Shockingly and sadly, this does not only affect adults but also small children. Children are far more at risk for alcohol poisoning, when compared to adults, because of their weight. The Drug and Poison Information Center in Cincinnati claimed that during the holidays they see an increased number of calls stemming from alcohol poisoning in children. This is because adults tend to leave unfinished alcoholic drinks lying around the house within reach of small children, especially if their judgment is impaired by said alcohol.
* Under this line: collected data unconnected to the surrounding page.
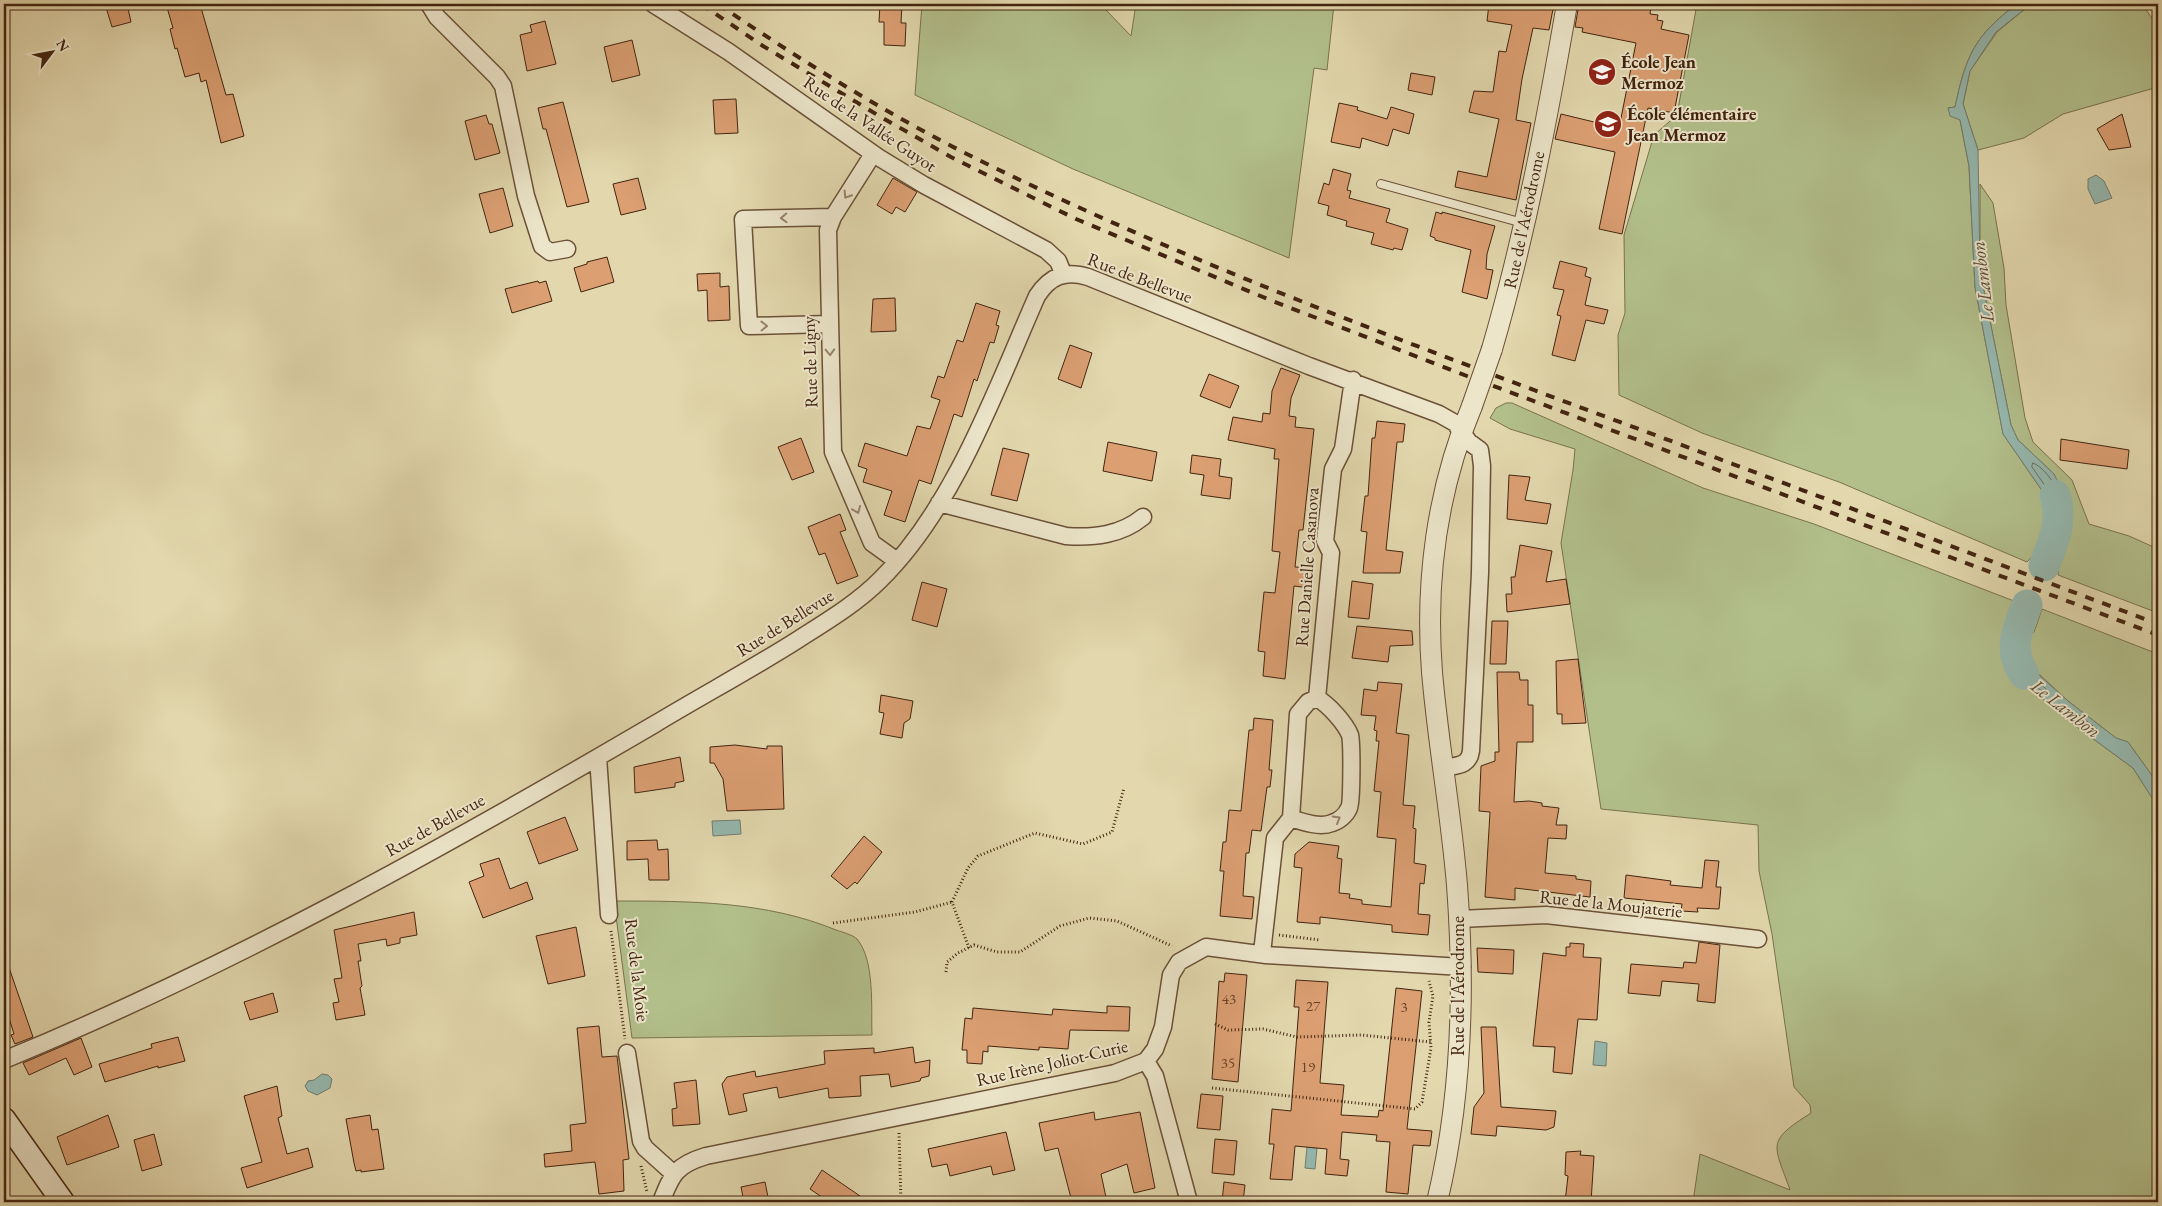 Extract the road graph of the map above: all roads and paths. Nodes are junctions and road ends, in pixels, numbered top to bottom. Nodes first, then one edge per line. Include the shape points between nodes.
1 (429, 4) edge
2 (653, 4) edge
3 (1567, 4) edge
4 (2149, 4) edge
5 (2158, 17) edge
6 (873, 154) junction
7 (1381, 184) dead end
8 (833, 217) junction
9 (1523, 223) junction
10 (567, 249) dead end
11 (1063, 273) junction
12 (829, 324) junction
13 (1352, 380) junction
14 (1462, 430) junction
15 (939, 503) junction
16 (1143, 517) dead end
17 (898, 561) junction
18 (1317, 698) junction
19 (598, 757) junction
20 (1444, 768) junction
21 (1124, 788) dead end
22 (1291, 818) junction
23 (952, 902) junction
24 (609, 915) joint
25 (1459, 919) junction
26 (833, 922) dead end
27 (1266, 933) junction
28 (1758, 940) dead end
29 (1325, 941) dead end
30 (1179, 943) dead end
31 (1173, 947) junction
32 (969, 948) junction
33 (1168, 951) dead end
34 (1262, 953) junction
35 (1430, 965) junction
36 (1462, 967) junction
37 (946, 972) dead end
38 (1215, 1024) dead end
39 (1431, 1042) junction
40 (627, 1052) joint
41 (4, 1060) edge
42 (1146, 1061) junction
43 (1212, 1088) dead end
44 (4, 1119) edge
45 (898, 1125) junction
46 (908, 1130) dead end
47 (889, 1134) dead end
48 (645, 1148) junction
49 (674, 1174) junction
50 (647, 1193) dead end
51 (1188, 1198) edge
52 (63, 1202) edge
53 (661, 1202) edge
54 (901, 1202) edge
55 (1437, 1202) edge

1 - 10 street via 437,17 503,86 526,196 542,246 550,252
2 - 6 street, Rue de la Vallée Guyot via 729,52
3 - 9 street, Rue de l'Aérodrome
4 - 5 path
6 -> 8 street, Rue de Ligny
6 - 11 street, Rue de la Vallée Guyot via 1046,250 1058,260
7 - 9 lane
8 - 12 street, Rue de Ligny via 828,230
8 -> 12 street via 743,220 749,326
9 - 14 street, Rue de l'Aérodrome, bridge via 1516,263 1492,349
11 - 13 street, Rue de Bellevue via 1088,277 1309,366
11 - 15 street, Rue de Bellevue via 1047,283 1037,296 967,452
12 -> 17 street, Rue de Ligny via 833,452 872,543
13 - 14 street, Rue de Bellevue via 1439,414
13 - 18 street, Rue Danielle Casanova via 1343,449 1333,469 1325,541 1331,553
14 - 20 street, Rue de l'Aérodrome via 1442,500 1431,582 1432,671
14 - 20 street via 1469,442 1480,450 1482,466 1472,750 1466,763
15 - 16 street via 1080,537 1124,530
15 - 17 street, Rue de Bellevue
17 - 19 street, Rue de Bellevue via 880,581 830,620
18 - 22 street via 1308,702 1298,714
22 -> 18 street via 1333,823 1350,807 1352,743 1349,733 1325,703
19 - 24 street, Rue de la Moie
19 - 41 street, Rue de Bellevue via 307,918 100,1018
20 - 25 street, Rue de l'Aérodrome
21 - 23 path via 1112,832 1083,844 1035,833 978,856 968,868
22 - 27 street via 1275,838
23 - 26 path via 915,912
23 - 32 path
24 - 40 path, Rue de la Moie
25 - 28 street, Rue de la Moujaterie via 1546,916
25 - 36 street, Rue de l'Aérodrome
27 - 29 path
27 - 34 street
30 - 31 path
31 - 32 path via 1117,921 1089,918 1060,926 1020,952 997,952 974,945
31 - 33 path
32 - 37 path via 947,962
34 - 35 street, Rue Irène Joliot-Curie
34 - 42 street, Rue Irène Joliot-Curie via 1206,947 1179,962 1171,975 1163,1027 1155,1049
35 - 36 street, Rue Irène Joliot-Curie
35 - 39 path
36 - 55 street, Rue de l'Aérodrome via 1454,1109
38 - 39 path via 1228,1030 1263,1029 1297,1037 1361,1035
39 - 43 path via 1422,1102 1416,1109
40 - 48 street via 638,1133
42 - 45 street, Rue Irène Joliot-Curie via 1115,1073
42 - 51 street via 1155,1076
44 - 52 main road
45 - 46 path
45 - 47 path
45 - 49 street, Rue Irène Joliot-Curie via 706,1156 689,1161
45 - 54 path
48 - 49 street
48 - 50 path via 639,1155
49 - 53 street, Rue Irène Joliot-Curie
The key to preventing fatal consequences caused by alcohol abuse is knowledge. Drinking responsibly and knowing the signs of alcohol poisoning can prevent deaths and provide a jollier holiday season for all.

Signs and Symptoms

According to Mayo Clinic, there are a variety of signs pointing toward alcohol poisoning, but it is not necessary for the victim to show all of them before seeking help. It is important to note that someone who is unconscious and cannot be awakened is at serious risk of death. The signs include:

  • Seizures
  • Vomiting
  • Irregular or slow breathing
  • Mental confusion
  • Unconsciousness and is unable to be awakened
  • Low body temperature (hypothermia)
  • Pale or blue skin

What You Should Do

If you suspect that an individual has alcohol poisoning after identifying some, or all, of the signs, you should be extremely aware that death is a possibility and call 911 immediately. It is extremely dangerous to assume that someone will be able to sleep off alcohol poisoning. The blood alcohol content of an individual can continue to rise in the body even while a person is unconscious. The alcohol continues to circulate through the bloodstream, awake or not. It is also a complete myth that coffee, walking, or taking a shower will reverse the effects of alcohol; these activities could make things worse.
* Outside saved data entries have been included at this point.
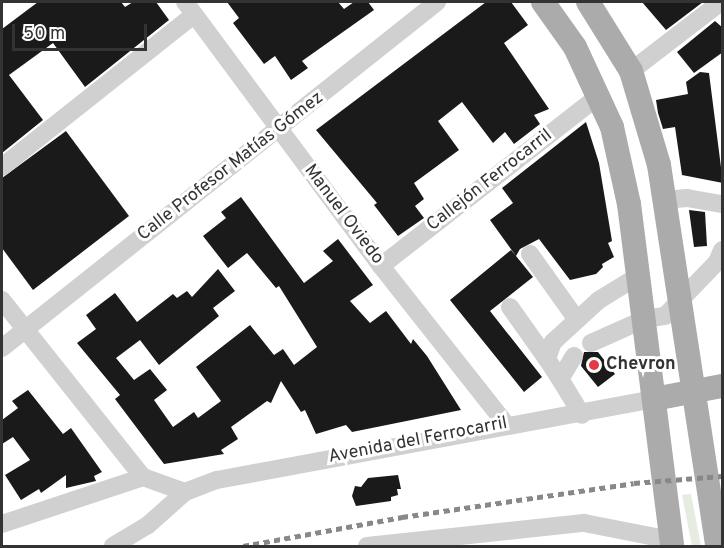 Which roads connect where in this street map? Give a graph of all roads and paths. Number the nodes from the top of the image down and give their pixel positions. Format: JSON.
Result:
{"nodes":[{"id":1,"x":437,"y":2,"type":"edge"},
{"id":2,"x":543,"y":2,"type":"edge"},
{"id":3,"x":588,"y":2,"type":"edge"},
{"id":4,"x":721,"y":2,"type":"edge"},
{"id":5,"x":189,"y":8,"type":"edge"},
{"id":6,"x":631,"y":71,"type":"junction"},
{"id":7,"x":600,"y":95,"type":"junction"},
{"id":8,"x":279,"y":130,"type":"junction"},
{"id":9,"x":2,"y":167,"type":"edge"},
{"id":10,"x":664,"y":201,"type":"junction"},
{"id":11,"x":723,"y":204,"type":"edge"},
{"id":12,"x":723,"y":250,"type":"edge"},
{"id":13,"x":530,"y":254,"type":"dead end"},
{"id":14,"x":381,"y":266,"type":"junction"},
{"id":15,"x":638,"y":276,"type":"junction"},
{"id":16,"x":2,"y":300,"type":"edge"},
{"id":17,"x":679,"y":300,"type":"junction"},
{"id":18,"x":510,"y":307,"type":"dead end"},
{"id":19,"x":645,"y":319,"type":"junction"},
{"id":20,"x":577,"y":320,"type":"junction"},
{"id":21,"x":24,"y":331,"type":"junction"},
{"id":22,"x":591,"y":343,"type":"dead end"},
{"id":23,"x":2,"y":348,"type":"edge"},
{"id":24,"x":574,"y":356,"type":"dead end"},
{"id":25,"x":548,"y":359,"type":"junction"},
{"id":26,"x":560,"y":379,"type":"junction"},
{"id":27,"x":723,"y":386,"type":"edge"},
{"id":28,"x":693,"y":391,"type":"junction"},
{"id":29,"x":654,"y":399,"type":"junction"},
{"id":30,"x":582,"y":415,"type":"junction"},
{"id":31,"x":506,"y":424,"type":"junction"},
{"id":32,"x":143,"y":477,"type":"junction"},
{"id":33,"x":185,"y":492,"type":"junction"},
{"id":34,"x":2,"y":524,"type":"edge"},
{"id":35,"x":671,"y":543,"type":"edge"},
{"id":36,"x":113,"y":546,"type":"edge"},
{"id":37,"x":367,"y":546,"type":"edge"},
{"id":38,"x":717,"y":546,"type":"edge"}],
"edges":[{"from":1,"to":8,"type":"street","name":"Calle Profesor Matías Gómez"},
{"from":2,"to":7,"type":"main road"},
{"from":3,"to":6,"type":"main road"},
{"from":4,"to":6,"type":"street"},
{"from":5,"to":8,"type":"street","name":"Manuel Oviedo"},
{"from":5,"to":9,"type":"street"},
{"from":6,"to":10,"type":"main road"},
{"from":7,"to":14,"type":"street","name":"Callejón Ferrocarril"},
{"from":7,"to":15,"type":"main road"},
{"from":8,"to":14,"type":"street","name":"Manuel Oviedo"},
{"from":8,"to":21,"type":"street","name":"Calle Profesor Matías Gómez"},
{"from":10,"to":11,"type":"street"},
{"from":10,"to":17,"type":"main road"},
{"from":12,"to":17,"type":"street"},
{"from":13,"to":20,"type":"street"},
{"from":14,"to":31,"type":"street","name":"Manuel Oviedo"},
{"from":15,"to":19,"type":"main road"},
{"from":15,"to":20,"type":"street"},
{"from":16,"to":21,"type":"street"},
{"from":17,"to":19,"type":"street"},
{"from":17,"to":28,"type":"main road"},
{"from":18,"to":25,"type":"street"},
{"from":19,"to":22,"type":"street"},
{"from":19,"to":29,"type":"main road"},
{"from":20,"to":25,"type":"street"},
{"from":21,"to":23,"type":"street","name":"Calle Profesor Matías Gómez"},
{"from":21,"to":32,"type":"street"},
{"from":24,"to":26,"type":"street"},
{"from":25,"to":26,"type":"street"},
{"from":26,"to":30,"type":"street"},
{"from":27,"to":28,"type":"main road"},
{"from":28,"to":29,"type":"main road"},
{"from":28,"to":38,"type":"main road"},
{"from":29,"to":30,"type":"street","name":"Avenida del Ferrocarril"},
{"from":29,"to":35,"type":"main road"},
{"from":30,"to":31,"type":"street","name":"Avenida del Ferrocarril"},
{"from":31,"to":33,"type":"street","name":"Avenida del Ferrocarril"},
{"from":32,"to":33,"type":"street"},
{"from":32,"to":34,"type":"street"},
{"from":33,"to":36,"type":"street"},
{"from":35,"to":37,"type":"street"}]}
What if You Don’t Do Anything?

There are many negative consequences a person could face after excessive drinking to the point of alcohol poisoning, especially if they are not medically treated. Things that can happen to a person if they are not treated in a timely and efficient manner include:

  • Severe dehydration caused by excessive vomiting
  • Dehydration which leads to seizures that may cause permanent brain damage or death
  • Choking on his or her own vomit
  • Breathing that becomes slow and eventually stops
  • Heart that beats irregularly and eventually stops
  • Hypothermia and Hypoglycemia, which leads to harmful seizures

Be Responsible

Although that extra cup of alcoholic eggnog might be tempting around the holiday season, be sure to drink responsibly no matter the time of year and of course continue to read our blog for more essential information. Knowledge of alcohol abuse and alcohol poisoning can help to keep you, your family, and your friends safe if anyone chooses to drink.